To get around it, here is a super-quick/dirty script that should allow the zone to attach:
#!/bin/bash
zfsfs=$1
root=${zfsfs}/ROOT
zbe=${root}/zbe
for i in $zbe $root $zfsfs ; do
for j in zoned mountpoint ; do
zfs inherit $j $i
done
done
zfs set mountpoint=legacy $root
zfs set zoned=on $root
zfs set canmount=noauto $zbe
zfs set org.opensolaris.libbe:active=on $zbe
rbe=`zfs list -H -o name /`
uuid=`zfs get -H -o value org.opensolaris.libbe:uuid $rbe`
zfs set org.opensolaris.libbe:parentbe=$uuid $zbe
The script takes one argument, the zfs filesystem the zone lives in (the parent of “ROOT” for the zone). Ignore any errors about "dataset is used in a non-global zone", and once it has run, manually mount the dataset and attach it with:
mount -F zfs dataset/ROOT/zbe /zones/zonename/root zoneadm -z zonename attach
This guide is pretty rough but should hopefully set people in roughly the right direction.

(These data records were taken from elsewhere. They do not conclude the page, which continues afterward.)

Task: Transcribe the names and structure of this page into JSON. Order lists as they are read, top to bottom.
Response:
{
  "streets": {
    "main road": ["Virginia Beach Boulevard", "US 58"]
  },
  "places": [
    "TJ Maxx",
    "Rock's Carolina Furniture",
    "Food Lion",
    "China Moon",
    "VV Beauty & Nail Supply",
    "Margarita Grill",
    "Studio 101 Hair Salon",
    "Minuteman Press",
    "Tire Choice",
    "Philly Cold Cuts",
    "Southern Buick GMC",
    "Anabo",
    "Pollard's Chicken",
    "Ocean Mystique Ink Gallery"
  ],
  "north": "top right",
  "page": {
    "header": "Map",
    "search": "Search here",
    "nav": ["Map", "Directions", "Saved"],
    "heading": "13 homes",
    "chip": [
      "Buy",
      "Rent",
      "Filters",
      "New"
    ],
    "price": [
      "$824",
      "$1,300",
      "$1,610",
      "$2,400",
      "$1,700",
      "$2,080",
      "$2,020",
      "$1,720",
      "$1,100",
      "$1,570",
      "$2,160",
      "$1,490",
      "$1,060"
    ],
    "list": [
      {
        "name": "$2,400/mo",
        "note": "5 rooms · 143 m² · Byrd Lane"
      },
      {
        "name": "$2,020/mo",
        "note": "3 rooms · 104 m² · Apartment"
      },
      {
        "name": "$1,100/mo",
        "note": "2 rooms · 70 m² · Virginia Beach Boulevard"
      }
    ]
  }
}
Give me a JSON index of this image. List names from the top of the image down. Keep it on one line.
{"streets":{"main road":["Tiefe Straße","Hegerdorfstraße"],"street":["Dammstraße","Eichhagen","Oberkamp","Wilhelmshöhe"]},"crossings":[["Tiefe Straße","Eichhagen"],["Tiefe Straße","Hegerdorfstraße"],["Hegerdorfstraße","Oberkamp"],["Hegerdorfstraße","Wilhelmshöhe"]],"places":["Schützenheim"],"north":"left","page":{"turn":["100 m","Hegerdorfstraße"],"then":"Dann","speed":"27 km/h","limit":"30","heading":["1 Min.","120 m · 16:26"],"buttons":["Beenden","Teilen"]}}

1 comment October 31st, 2011
Adjusting drive timeouts with mdb on Solaris or OpenIndiana
Update: These timeouts don’t work nearly as well as one would hope, unfortunately the sd timeouts get passed to the driver which in the case of mpt/mpt_sas, appear to do very little with them. I have raised this as an issue within the Illumos community and the debate was quite polarising; the kernel developers deny there is a problem or disagree on how to solve it, despite lots of people complaining of the same symptoms. Unfortunately I think it’s a difficult problem to solve due to the wide variety of hardware types that ZFS/Illumos is deployed on.
Our way of coping with dodgy drives is to preempt their failure via trigger happy SMART/iostat monitoring scripts that zpool offline bad drives before they fail.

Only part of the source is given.